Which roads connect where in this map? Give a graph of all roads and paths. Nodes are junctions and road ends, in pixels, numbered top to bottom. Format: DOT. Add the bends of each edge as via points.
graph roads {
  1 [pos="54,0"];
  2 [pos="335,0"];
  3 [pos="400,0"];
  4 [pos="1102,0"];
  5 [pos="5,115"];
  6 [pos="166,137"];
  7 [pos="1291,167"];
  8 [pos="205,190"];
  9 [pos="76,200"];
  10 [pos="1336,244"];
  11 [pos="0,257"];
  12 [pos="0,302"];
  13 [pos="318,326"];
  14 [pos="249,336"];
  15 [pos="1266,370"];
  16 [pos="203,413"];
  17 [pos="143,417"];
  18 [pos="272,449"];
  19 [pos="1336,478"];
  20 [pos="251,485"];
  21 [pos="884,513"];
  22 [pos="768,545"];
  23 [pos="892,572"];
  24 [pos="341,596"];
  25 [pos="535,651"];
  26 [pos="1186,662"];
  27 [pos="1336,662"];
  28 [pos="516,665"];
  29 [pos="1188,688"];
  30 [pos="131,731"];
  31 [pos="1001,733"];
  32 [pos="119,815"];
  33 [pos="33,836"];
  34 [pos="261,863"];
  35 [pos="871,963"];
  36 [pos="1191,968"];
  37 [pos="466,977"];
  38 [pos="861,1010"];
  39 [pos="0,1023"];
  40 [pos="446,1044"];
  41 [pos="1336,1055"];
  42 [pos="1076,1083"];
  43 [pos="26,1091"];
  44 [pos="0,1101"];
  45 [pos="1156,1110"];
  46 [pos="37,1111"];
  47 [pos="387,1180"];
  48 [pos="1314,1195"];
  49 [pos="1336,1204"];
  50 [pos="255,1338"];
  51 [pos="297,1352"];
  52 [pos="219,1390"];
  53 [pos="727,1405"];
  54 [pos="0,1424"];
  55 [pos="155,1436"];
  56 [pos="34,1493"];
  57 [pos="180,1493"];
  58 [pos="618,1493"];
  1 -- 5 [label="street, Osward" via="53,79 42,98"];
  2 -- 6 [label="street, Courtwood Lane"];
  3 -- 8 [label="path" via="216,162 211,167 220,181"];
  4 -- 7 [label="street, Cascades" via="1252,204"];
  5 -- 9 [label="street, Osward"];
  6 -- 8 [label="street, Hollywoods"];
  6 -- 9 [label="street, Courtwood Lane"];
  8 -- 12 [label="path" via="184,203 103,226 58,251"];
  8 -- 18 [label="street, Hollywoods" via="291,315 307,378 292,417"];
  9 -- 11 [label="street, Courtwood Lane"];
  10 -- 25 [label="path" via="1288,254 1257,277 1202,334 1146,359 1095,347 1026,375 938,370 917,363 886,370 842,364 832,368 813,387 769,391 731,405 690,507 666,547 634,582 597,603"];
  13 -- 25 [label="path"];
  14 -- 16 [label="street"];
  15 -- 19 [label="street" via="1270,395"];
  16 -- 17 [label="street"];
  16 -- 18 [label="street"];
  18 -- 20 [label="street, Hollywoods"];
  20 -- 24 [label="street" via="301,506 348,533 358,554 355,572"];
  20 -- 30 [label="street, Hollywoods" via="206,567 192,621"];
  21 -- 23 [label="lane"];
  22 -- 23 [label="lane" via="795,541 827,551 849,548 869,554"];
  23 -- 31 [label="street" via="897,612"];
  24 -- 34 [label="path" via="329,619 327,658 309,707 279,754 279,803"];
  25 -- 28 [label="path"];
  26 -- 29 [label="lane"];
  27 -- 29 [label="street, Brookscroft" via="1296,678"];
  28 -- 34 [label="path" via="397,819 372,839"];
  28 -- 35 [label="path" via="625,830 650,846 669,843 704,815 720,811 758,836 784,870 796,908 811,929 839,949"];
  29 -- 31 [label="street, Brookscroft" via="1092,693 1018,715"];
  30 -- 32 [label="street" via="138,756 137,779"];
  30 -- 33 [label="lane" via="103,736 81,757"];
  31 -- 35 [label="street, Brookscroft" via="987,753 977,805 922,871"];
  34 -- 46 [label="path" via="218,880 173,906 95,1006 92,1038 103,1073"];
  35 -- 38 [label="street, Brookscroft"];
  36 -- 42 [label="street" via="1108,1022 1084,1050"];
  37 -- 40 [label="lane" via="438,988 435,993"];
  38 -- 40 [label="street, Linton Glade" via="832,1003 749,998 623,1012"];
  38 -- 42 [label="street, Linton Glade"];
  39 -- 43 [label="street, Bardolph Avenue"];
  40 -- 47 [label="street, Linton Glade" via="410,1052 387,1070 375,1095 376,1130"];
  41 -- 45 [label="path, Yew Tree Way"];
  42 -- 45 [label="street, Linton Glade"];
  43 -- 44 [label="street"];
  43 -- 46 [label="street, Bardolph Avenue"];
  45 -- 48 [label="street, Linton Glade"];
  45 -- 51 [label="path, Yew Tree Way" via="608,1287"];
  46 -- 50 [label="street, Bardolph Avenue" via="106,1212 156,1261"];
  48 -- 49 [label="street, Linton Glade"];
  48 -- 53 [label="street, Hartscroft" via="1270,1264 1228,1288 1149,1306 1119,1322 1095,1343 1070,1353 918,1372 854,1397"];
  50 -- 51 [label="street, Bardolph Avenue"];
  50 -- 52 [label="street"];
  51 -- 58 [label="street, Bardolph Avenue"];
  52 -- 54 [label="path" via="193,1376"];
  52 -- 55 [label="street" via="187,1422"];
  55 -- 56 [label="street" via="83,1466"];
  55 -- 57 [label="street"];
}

- **Directions for this task**
Report every line in the data above in which the word "Glade" appears.

- **The completed task**
  38 -- 40 [label="street, Linton Glade" via="832,1003 749,998 623,1012"];
  38 -- 42 [label="street, Linton Glade"];
  40 -- 47 [label="street, Linton Glade" via="410,1052 387,1070 375,1095 376,1130"];
  42 -- 45 [label="street, Linton Glade"];
  45 -- 48 [label="street, Linton Glade"];
  48 -- 49 [label="street, Linton Glade"];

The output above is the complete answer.